Morley Theodore J.ORCID,Willimitis Drew,Ripperger MichaelORCID,Lee HyunjoonORCID,Han LideORCID,Zhou Yu,Kang JooeunORCID,Davis Lea K.ORCID,Smoller Jordan W.ORCID,Choi Karmel W.ORCID,Walsh Colin G.ORCID,Ruderfer Douglas M.ORCID

Abstract

AbstractThe value of genetic information for improving the performance of clinical risk prediction models has yielded variable conclusions. Many methodological decisions have the potential to contribute to differential results across studies. Here, we performed multiple modeling experiments integrating clinical and demographic data from electronic health records (EHR) and genetic data to understand which decision points may affect performance. Clinical data in the form of structured diagnostic codes, medications, procedural codes, and demographics were extracted from two large independent health systems and polygenic risk scores (PRS) were generated across all patients with genetic data in the corresponding biobanks. Crohn’s disease was used as the model phenotype based on its substantial genetic component, established EHR-based definition, and sufficient prevalence for model training and testing.
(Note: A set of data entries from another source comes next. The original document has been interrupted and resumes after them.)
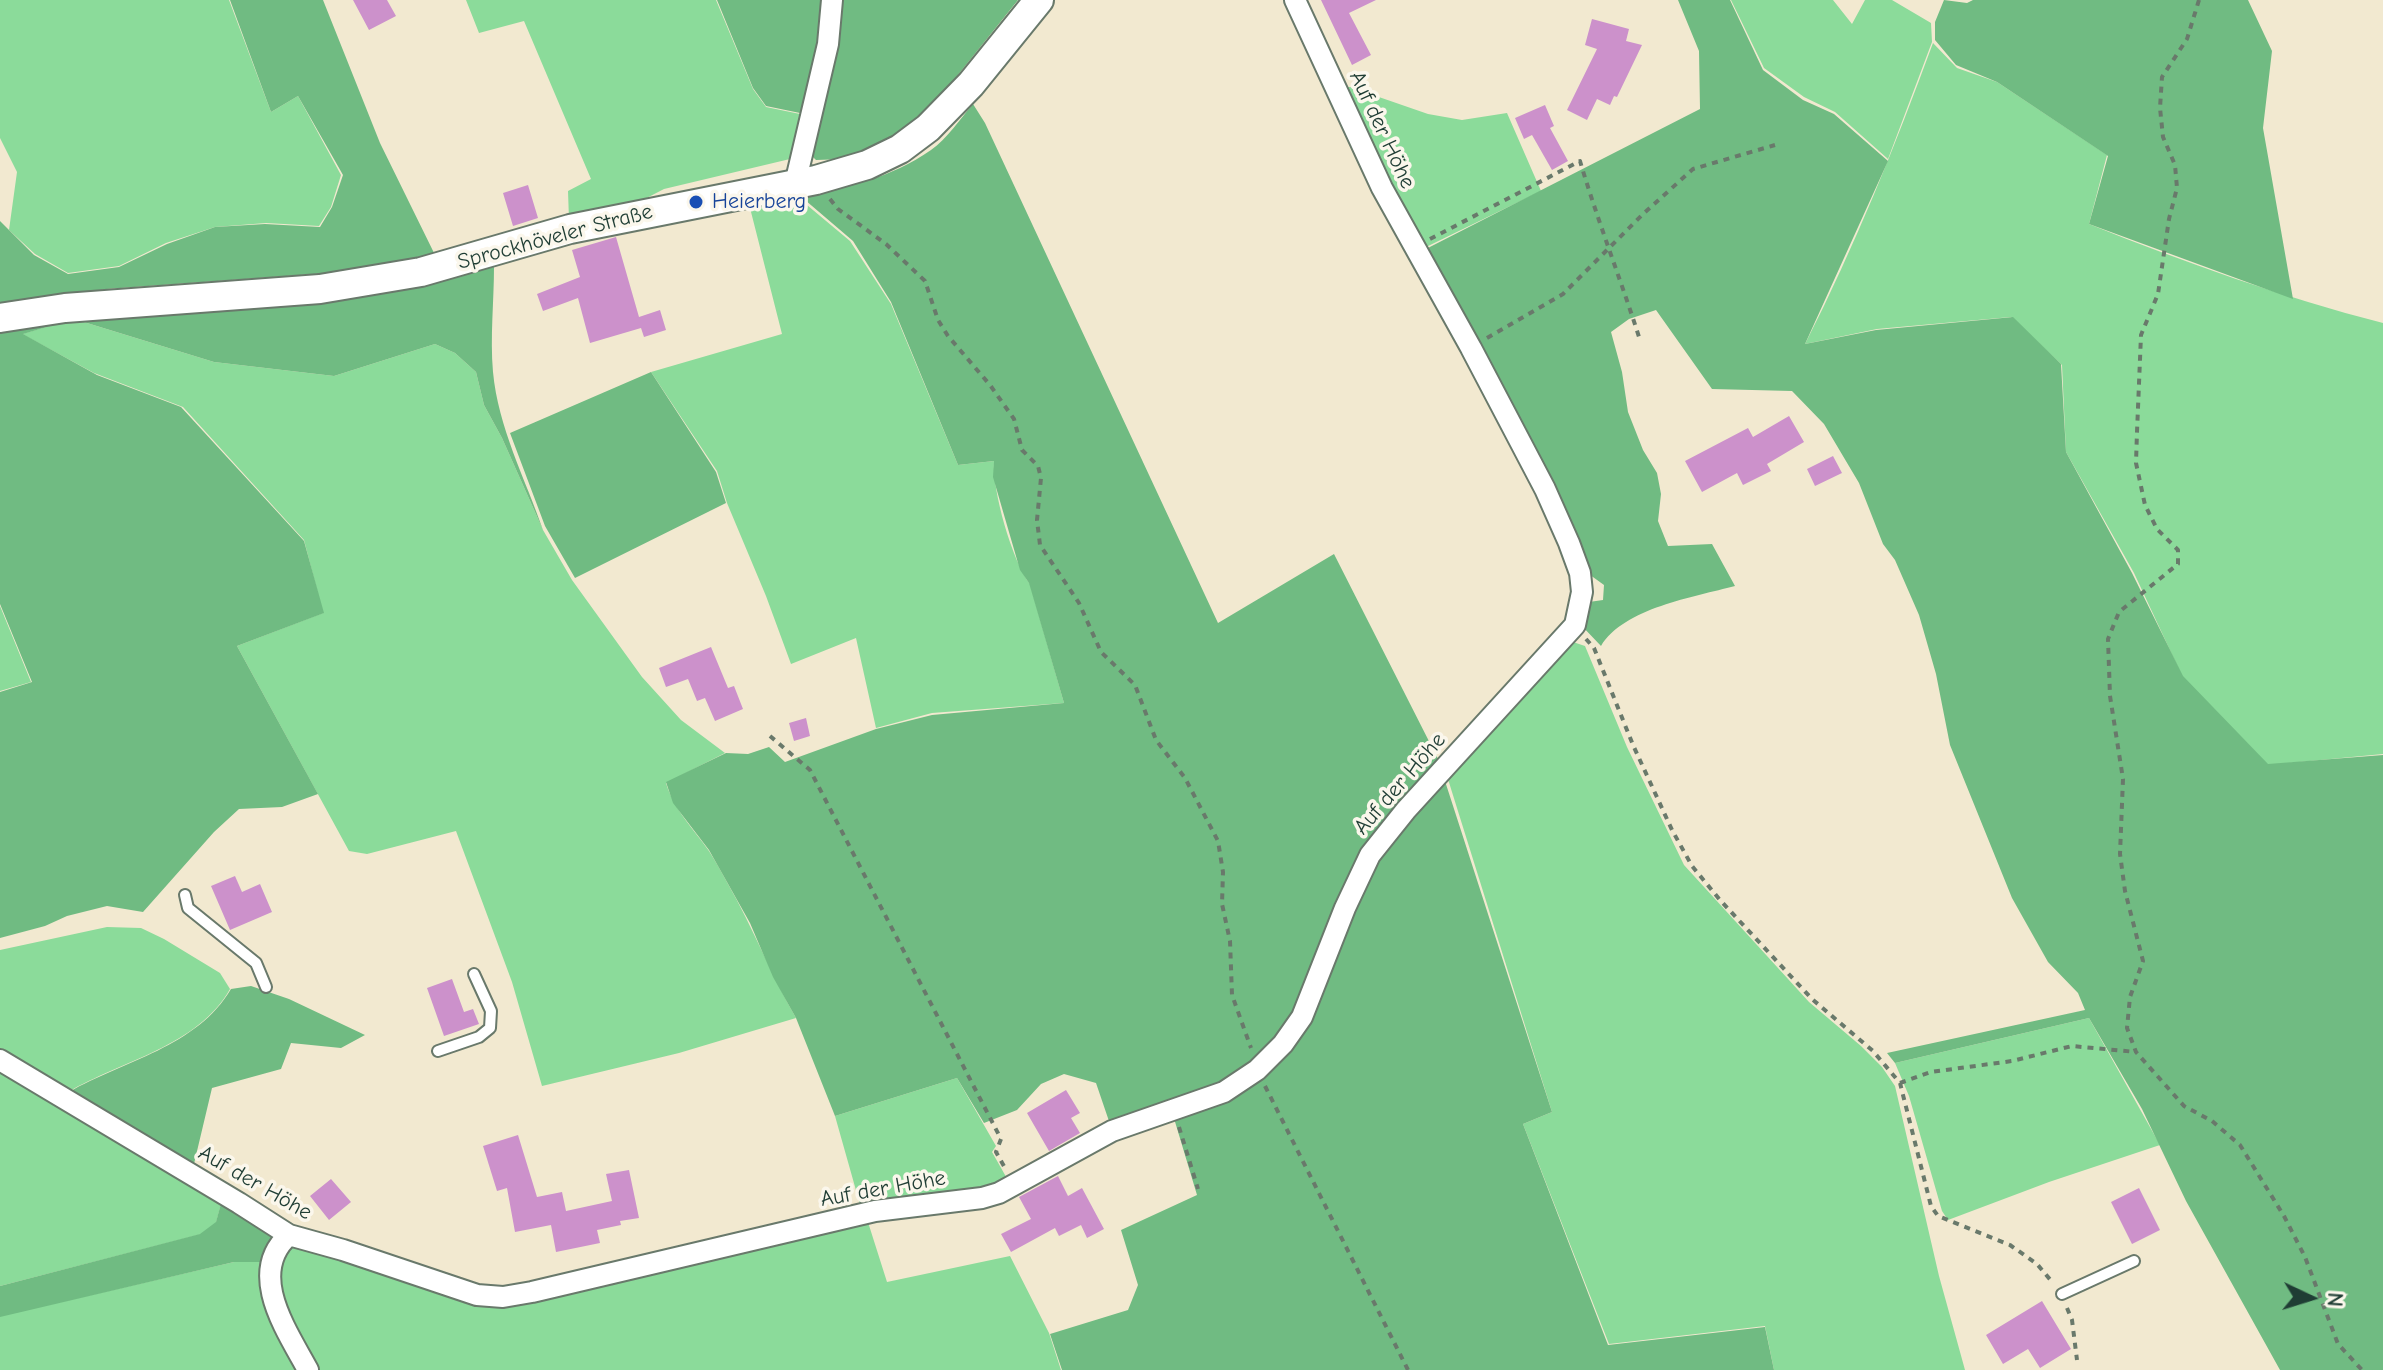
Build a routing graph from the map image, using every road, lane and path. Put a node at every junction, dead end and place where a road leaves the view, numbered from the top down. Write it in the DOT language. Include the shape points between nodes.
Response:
graph roads {
  1 [pos="832,0"];
  2 [pos="1039,0"];
  3 [pos="1295,0"];
  4 [pos="2199,0"];
  5 [pos="1775,145"];
  6 [pos="805,182"];
  7 [pos="1414,247"];
  8 [pos="1607,250"];
  9 [pos="3,314"];
  10 [pos="1640,340"];
  11 [pos="1471,348"];
  12 [pos="1575,625"];
  13 [pos="770,736"];
  14 [pos="185,895"];
  15 [pos="474,974"];
  16 [pos="266,987"];
  17 [pos="438,1051"];
  18 [pos="2136,1052"];
  19 [pos="0,1060"];
  20 [pos="1257,1070"];
  21 [pos="1900,1083"];
  22 [pos="1174,1110"];
  23 [pos="1013,1185"];
  24 [pos="1198,1189"];
  25 [pos="289,1235"];
  26 [pos="2134,1261"];
  27 [pos="2062,1294"];
  28 [pos="2077,1360"];
  29 [pos="308,1370"];
  30 [pos="1408,1370"];
  31 [pos="2362,1370"];
  1 -- 6 [label="street"];
  2 -- 6 [label="street, Sprockhöveler Straße" via="928,128 867,165"];
  3 -- 7 [label="street, Auf der Höhe"];
  4 -- 18 [label="path" via="2187,39 2162,77 2163,137 2175,165 2177,188 2158,294 2141,335 2138,409 2136,463 2145,505 2157,529 2178,550 2178,564 2119,612 2108,639 2110,696 2123,779 2120,854 2143,961 2130,997 2127,1028"];
  5 -- 8 [label="path" via="1693,169"];
  6 -- 9 [label="street, Sprockhöveler Straße" via="570,229 421,272 320,289"];
  6 -- 20 [label="path" via="925,281 938,320 1014,419 1022,450 1038,466 1040,545 1079,603 1101,652 1135,685 1156,740 1185,778 1218,841 1232,995"];
  7 -- 8 [label="path" via="1580,161"];
  7 -- 11 [label="street, Auf der Höhe"];
  8 -- 10 [label="path"];
  8 -- 11 [label="path" via="1563,294"];
  11 -- 12 [label="street, Auf der Höhe" via="1569,543 1582,592"];
  12 -- 20 [label="street, Auf der Höhe" via="1370,855 1302,1017"];
  12 -- 21 [label="path" via="1594,648 1639,759 1692,866 1812,999 1873,1051"];
  13 -- 23 [label="path" via="810,770 1001,1139 996,1152"];
  14 -- 16 [label="lane" via="188,908 256,963"];
  15 -- 17 [label="lane" via="491,1011 490,1028"];
  18 -- 21 [label="path" via="2072,1046 1931,1072"];
  18 -- 31 [label="path" via="2184,1106 2240,1145 2305,1257 2338,1344"];
  19 -- 25 [label="street, Auf der Höhe"];
  20 -- 22 [label="street, Auf der Höhe" via="1224,1092"];
  20 -- 30 [label="path"];
  21 -- 27 [label="path" via="1938,1216 2010,1245 2037,1264"];
  22 -- 23 [label="street, Auf der Höhe" via="1112,1131"];
  22 -- 24 [label="path"];
  23 -- 25 [label="street, Auf der Höhe" via="982,1198 875,1211 503,1297 477,1295"];
  25 -- 29 [label="street" via="272,1259 268,1283"];
  26 -- 27 [label="lane"];
  27 -- 28 [label="path"];
}
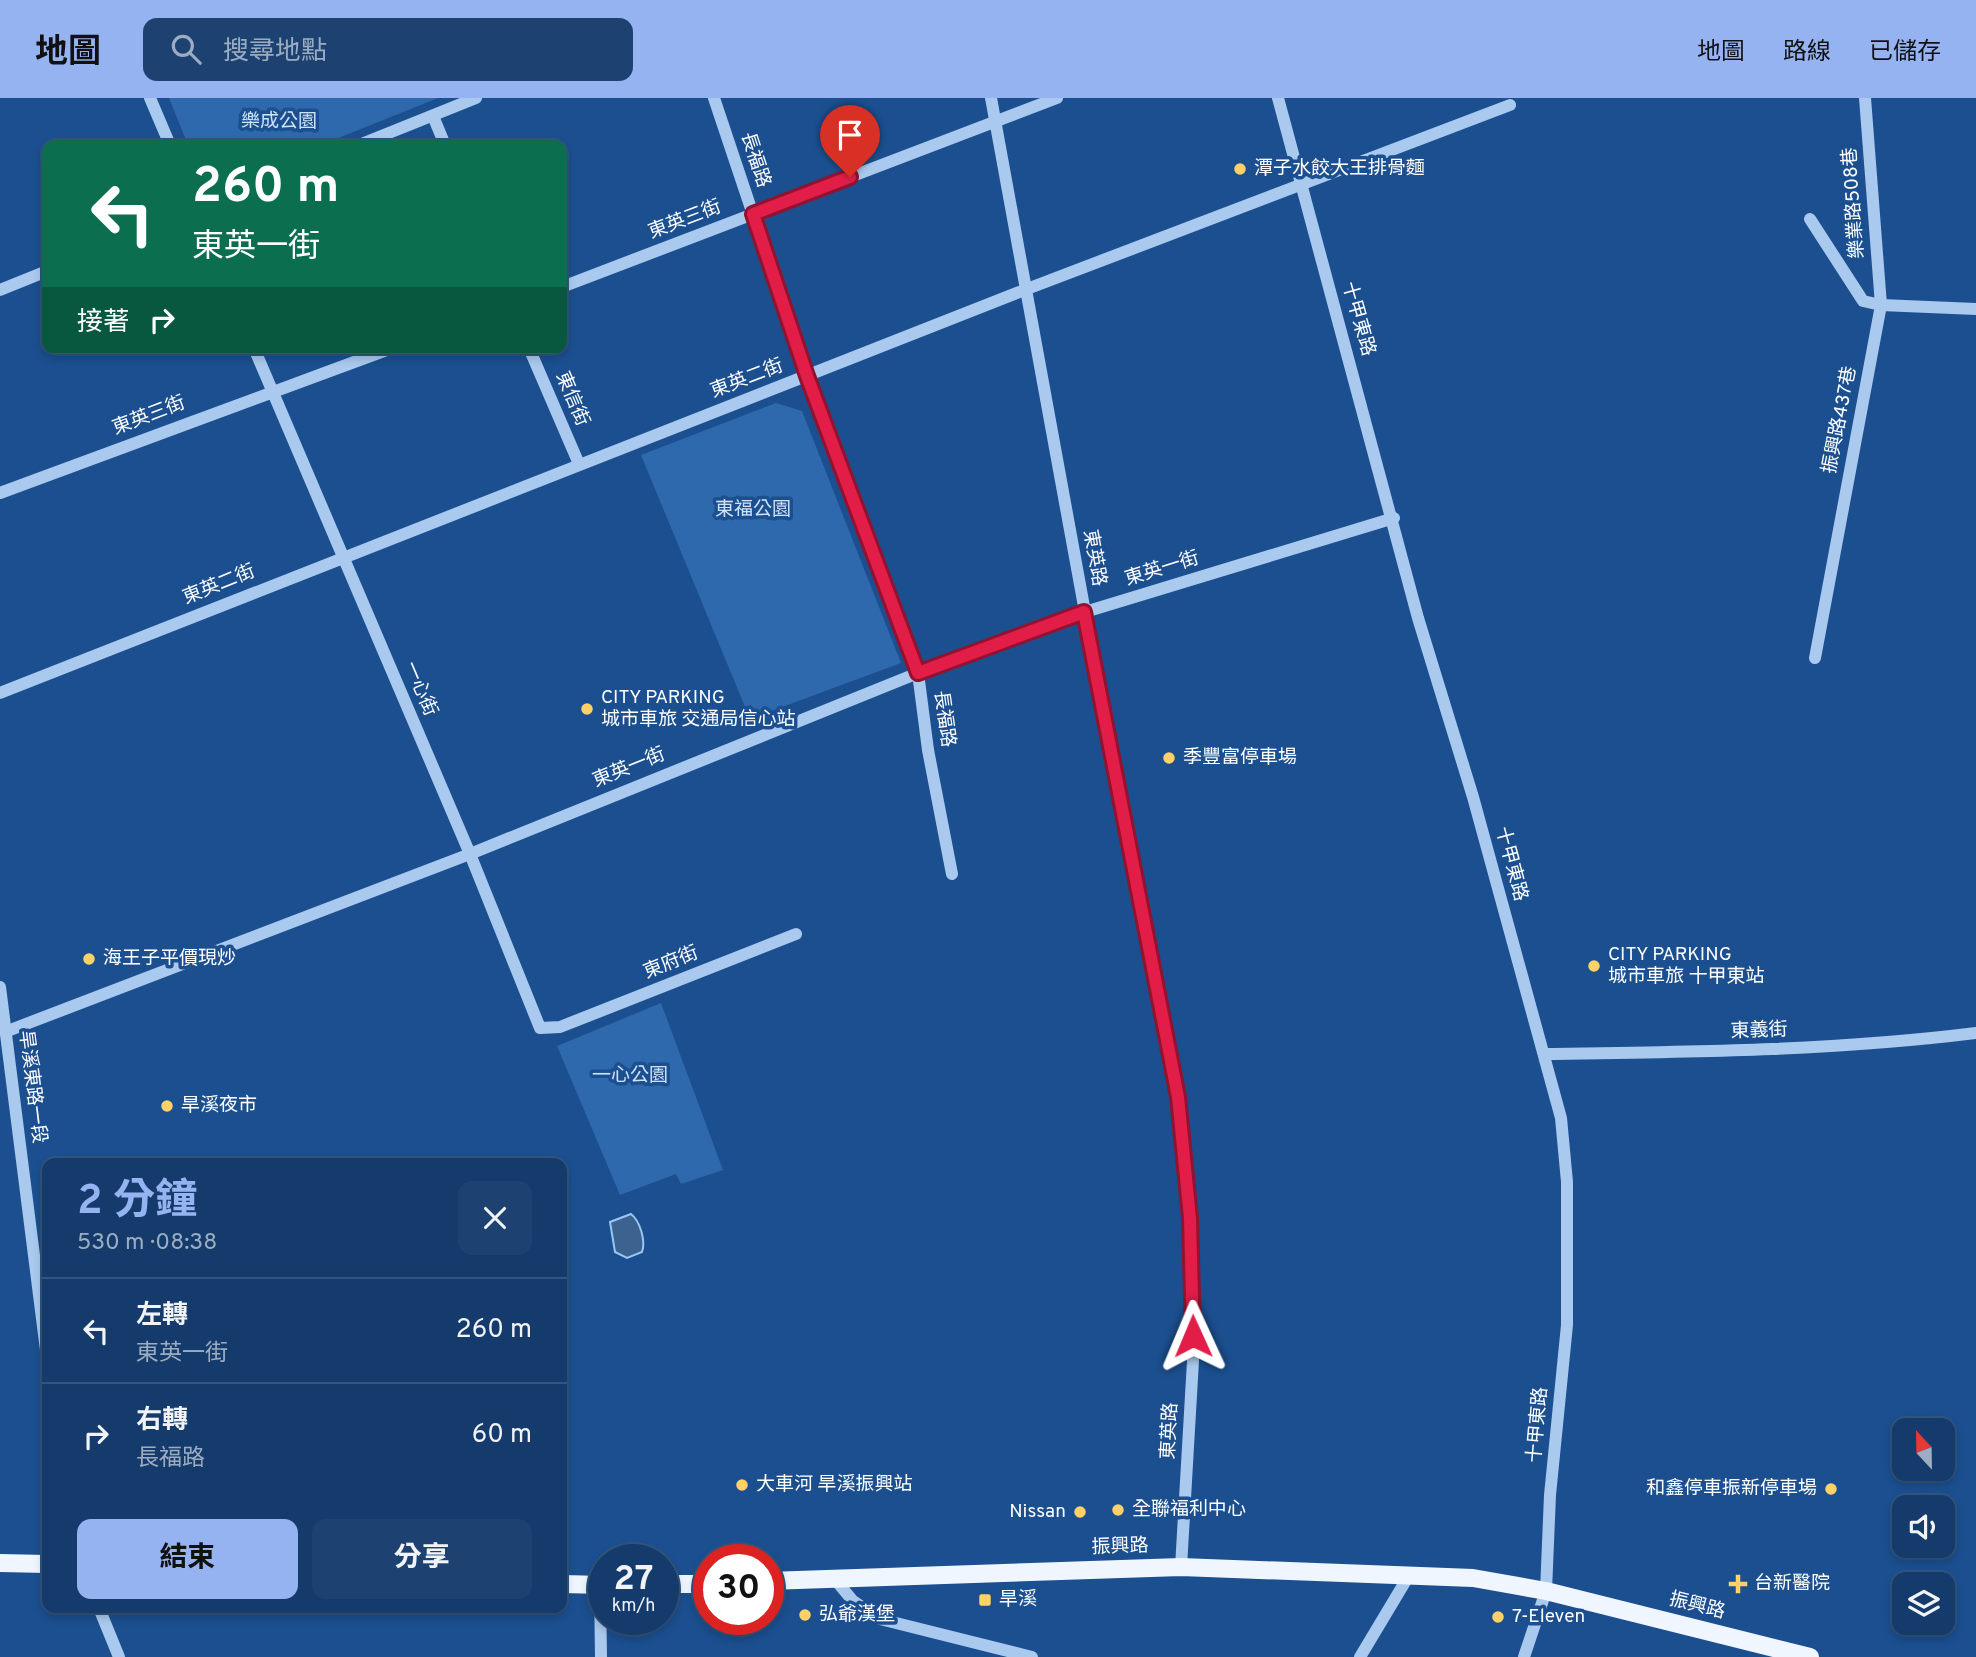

We investigated the impact of PRS integration method, as well as choices regarding training sample, model complexity, and performance metrics. Overall, our results show that including PRS resulted in higher performance by some metrics but the gain in performance was only robust when combined with demographic data alone. Improvements were inconsistent or negligible after including additional clinical information. The impact of genetic information on performance also varied by PRS integration method, with a small improvement in some cases from combining PRS with the output of a clinical model (late-fusion) compared to its inclusion an additional feature (early-fusion). The effects of other modeling decisions varied between institutions though performance increased with more compute-intensive models such as random forest. This work highlights the importance of considering methodological decision points in interpreting the impact on prediction performance when including PRS information in clinical models.